1 Cf. Arquivo Paroquial de Garfe (doravante APG), Livro de assentos de batismo, 1945-1950, fl. 114v.

2 José Manuel, Lino Manuel, Jordão Carlos e Maria Graça Peixoto Fernandes são os restantes filhos do casal.



3 José Baptista da Silva, marido de Maria Esmeralda Oliveira Peixoto faleceu em Garfe, de onde era natural, em 5 de abril de 1939. Cf. APG, Livro de óbitos, 1935-1942, fl. 17v.

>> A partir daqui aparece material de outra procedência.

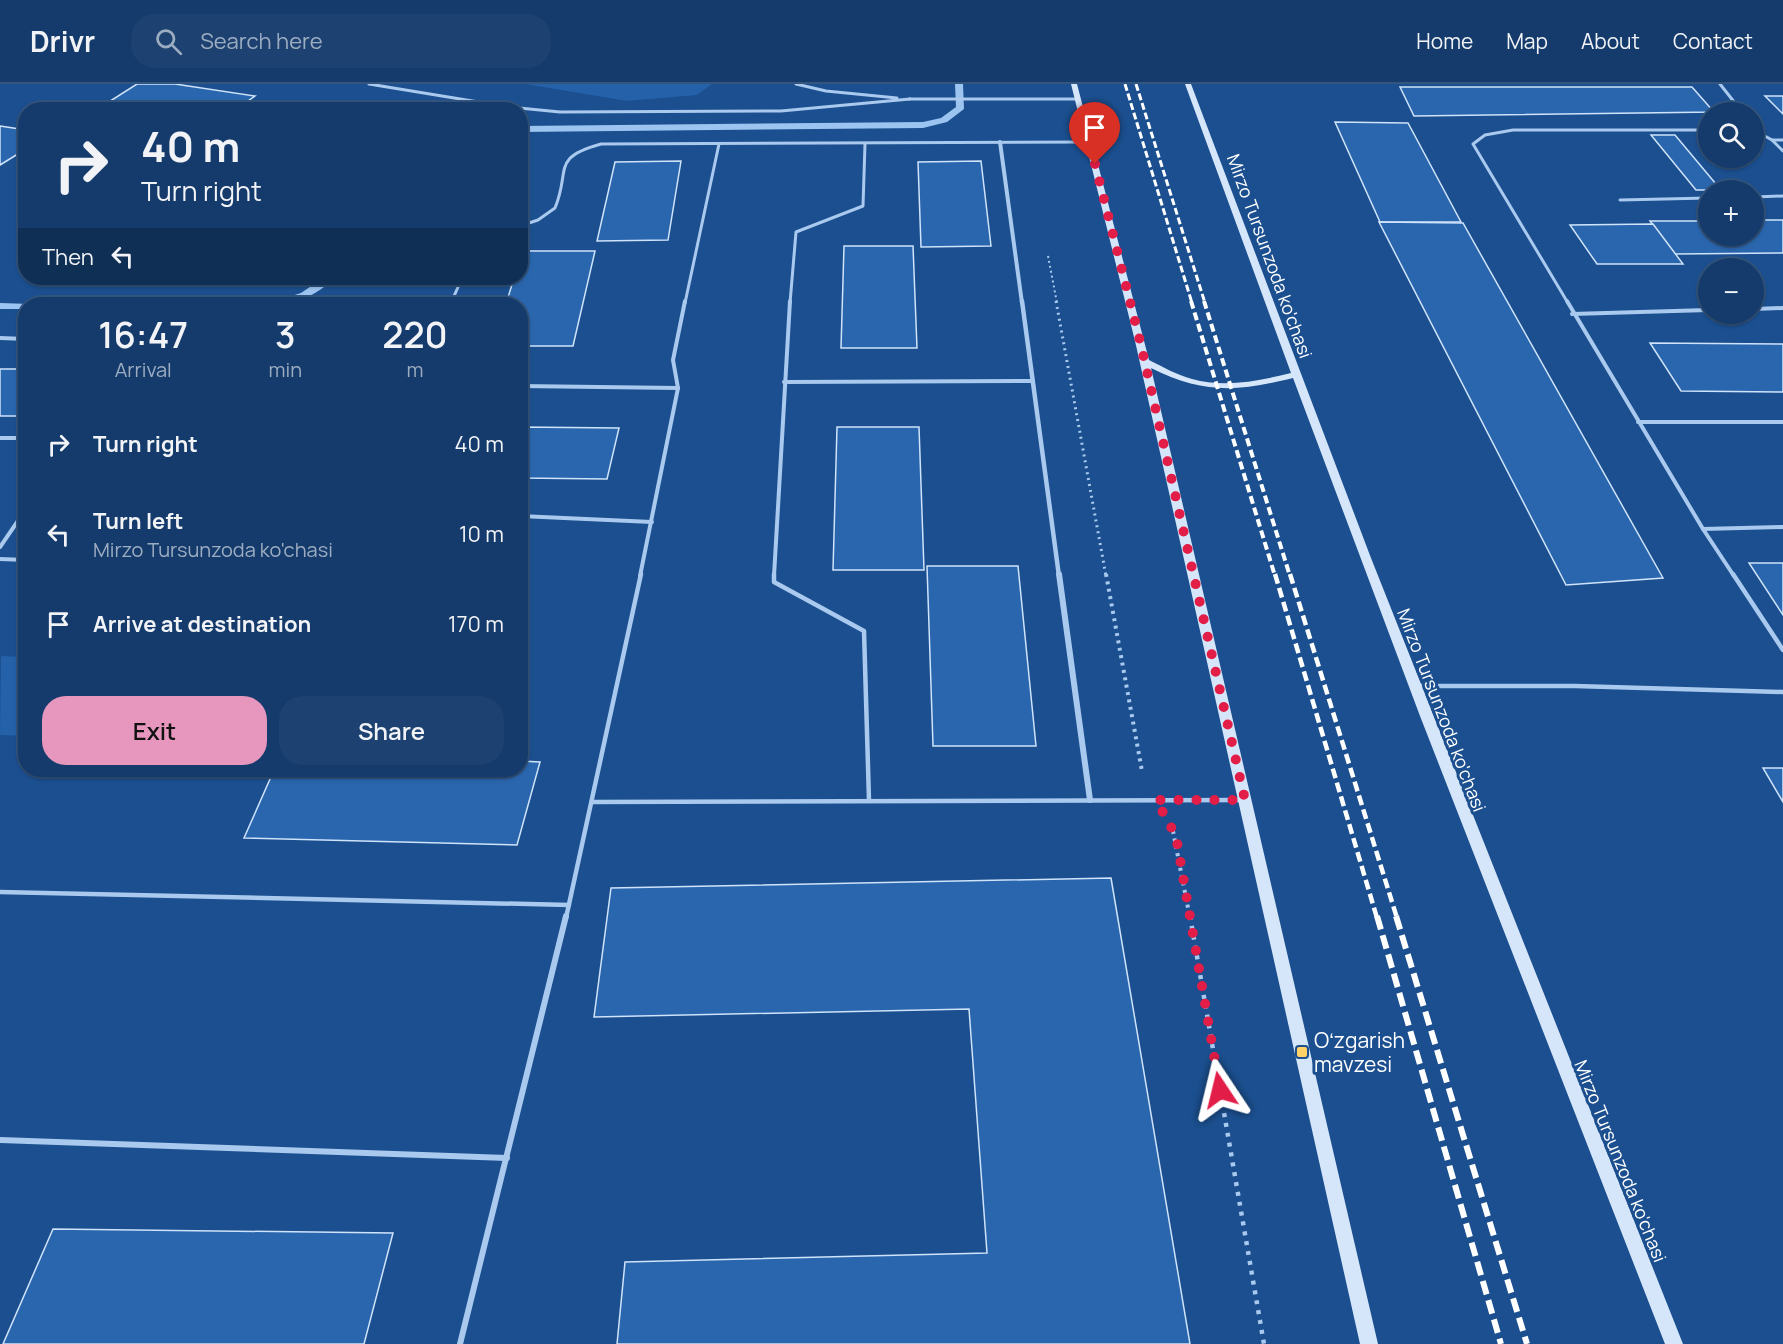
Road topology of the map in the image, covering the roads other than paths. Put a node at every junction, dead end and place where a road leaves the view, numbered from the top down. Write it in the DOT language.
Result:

4 O fundador da Quinta de Jacob terá sido Jacob Ferreira Antunes, nascido no lugar da Quintã, Garfe, a 17 de maio de 1745. Era filho legítimo de Francisco Antunes e de sua mulher Micaela Ferreira. Recebeu o nome próprio de seu padrinho, Jacob Ferreira, residente na freguesia de São Sebastião, do concelho de Guimarães. Cf. ADB, Livro de assentos de batismo, 1740-1766, fl. 15v. A designação da propriedade tornou-se tão forte que acabaria por se sobrepor ao próprio apelido familiar, sendo a maioria dos seus membros conhecidos como os “de Jacob”.

 
[5Para um melhor conhecimento da freguesia de Garfe pode ler-se Coelho, José Abílio; Fernandes, Carlos Filipe, São Cosme e São Damião de Garfe. Apontamentos para a sua história, Garfe, Junta de Freguesia de Garfe, 1995.

[6] Cf. http://www.diocese-braga.pt/clero/presbitero/154.

[7] Cf. Jornal Maria da Fonte,  nº 2405, de 3 de agosto de 1974, p. 2.


[8] Segundo Paixão Bastos os órgãos da igreja de Nossa Senhora de Porto d’Ave foram, no dia 20 de março de 1809, “despedaçados pelas tropas de Napoleão”, tendo posteriormente sido consertados. Cf. Bastos, Paixão, No coração do Minho (A Póvoa de Lanhoso Histórica e Ilustrada), Braga, Imprensa Henriquina a Vapor, 1907, p. 70. Sabe-se, contudo, que ficaram “em parte defeituosos”, por lhe faltar uma peça decorativa que os franceses levaram ou destruíram, encontrando-se, em 1875, a funcionar, mas muito desafinados. Cf. Lemos, F. J. de Oliveira, Livro do Romeiro ao Sumptuoso Sancturio da Senhora do Porto D’Ave, s.l., s.e., 1845, pp. 32-33.


[9] Nascido em Vinhós, concelho de Fafe, em 7 de outubro de 1921, e ordenado sacerdote em 8 de julho de 1945, o padre Manuel da Cunha, depois de ter paroquiado Rebordões e Fojo Lobal, no arciprestado de Ponte de Lima, foi colocado em Garfe a 7 de agosto de 1956. Faleceu a 9 de abril de 1989. Cf. Coelho, José Abílio; Fernandes, Carlos Filipe, São Cosme e São Damião de Garfe. Apontamentos para a sua história..., pp. 58-59.

[10] Entre 3 de junho e 9 de setembro de 1995, por morte do pároco que então titulava aquela paróquia, conduziu os destinos de S. Martinho do Campo, arciprestado da Póvoa de Lanhoso.

[11] O padre Luís promoveu, ao longo da sua vida sacerdotal, a fundação de cinco agrupamentos de escuteiros. Para além do de Garfe, apadrinhou o nascimento dos agrupamentos de Taíde, Penselo, Gominhães e Arosa.